Deployment Tracking

The version tag

The version tag is reserved within Unified Service Tagging. It’s applied to infrastructure metrics (host, container, process, and NPM checks), trace metrics, traces, profiles, and logs.

You can use the version tag to monitor deployments and service behavior in support of your software deployment strategy.

If you have not set up the version tag refer to the Unified Service Tagging documentation for setup information.

Using version tags on the Service page

Versions on the Service page

On the Service page, if the version tag is available, you can scope the Requests widget to:

  • Total Requests by Version, or
  • Requests Per Second by Version

You can scope the errors widget to:

  • Total Errors by Version
  • Errors Per Second by Version, or
  • % Error Rate by Version

Requests and Errors widgets can both be exported to dashboards and monitors.

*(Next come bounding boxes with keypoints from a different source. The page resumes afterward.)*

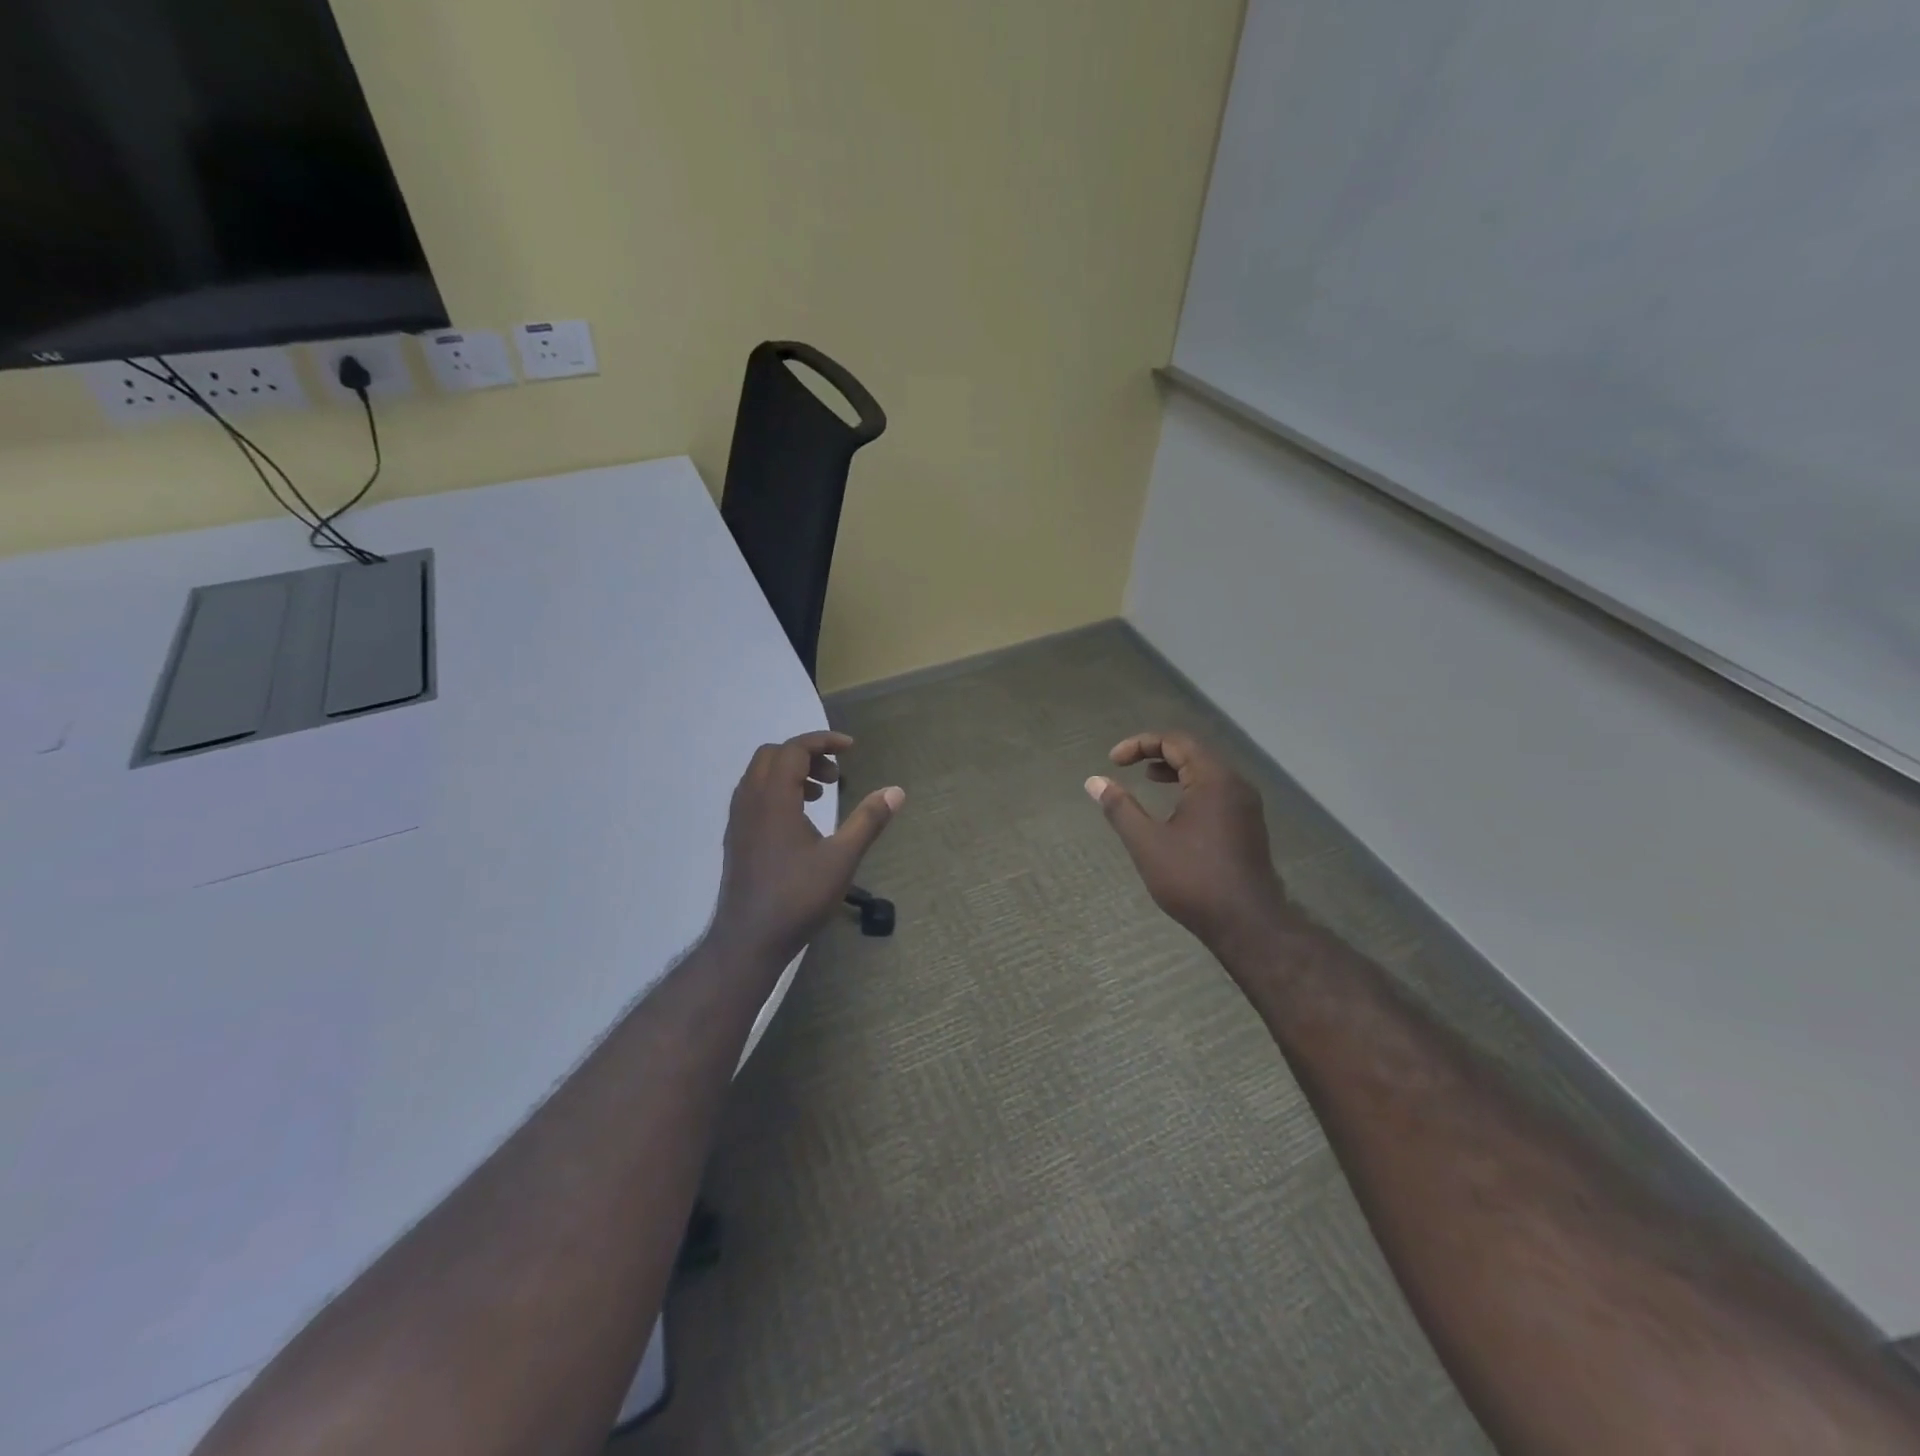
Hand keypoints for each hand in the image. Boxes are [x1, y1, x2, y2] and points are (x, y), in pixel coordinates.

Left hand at [711, 731, 904, 962]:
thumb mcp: (842, 859)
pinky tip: (800, 819)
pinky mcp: (737, 837)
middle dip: (806, 754)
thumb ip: (868, 820)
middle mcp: (750, 801)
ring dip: (791, 771)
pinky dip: (777, 790)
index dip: (823, 741)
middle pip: (773, 755)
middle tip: (835, 775)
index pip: (794, 749)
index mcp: (773, 799)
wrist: (748, 940)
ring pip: (760, 774)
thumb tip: (896, 791)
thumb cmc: (797, 898)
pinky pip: (754, 795)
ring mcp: (738, 820)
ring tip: (820, 794)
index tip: (851, 748)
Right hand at [1087, 731, 1293, 956]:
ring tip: (1148, 778)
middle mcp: (1235, 784)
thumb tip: (1095, 781)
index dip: (1140, 744)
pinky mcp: (1248, 824)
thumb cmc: (1194, 880)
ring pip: (1207, 771)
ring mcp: (1246, 805)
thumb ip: (1120, 808)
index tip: (1113, 761)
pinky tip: (1174, 809)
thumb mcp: (1147, 843)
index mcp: (1214, 780)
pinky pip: (1217, 790)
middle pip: (1194, 751)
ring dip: (1175, 769)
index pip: (1175, 741)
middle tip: (1127, 765)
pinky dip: (1191, 787)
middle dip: (1157, 752)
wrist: (1248, 925)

Using version tags for automatic faulty deployment detection

Configuring your services with the version tag enables Automatic Faulty Deployment Detection.

You can set up a monitor to get automatically notified on all potentially faulty deployments. To do so, navigate to the New Monitors page and choose Events, and include tags:deployment_analysis in the search query defining the monitor.

Versions deployed

A service configured with version tags has a version section on its Service page, below the main service health graphs. The version section shows all versions of the service that were active during the selected time interval, with active services at the top.

By default you will see:

  • The version names deployed for this service over the timeframe.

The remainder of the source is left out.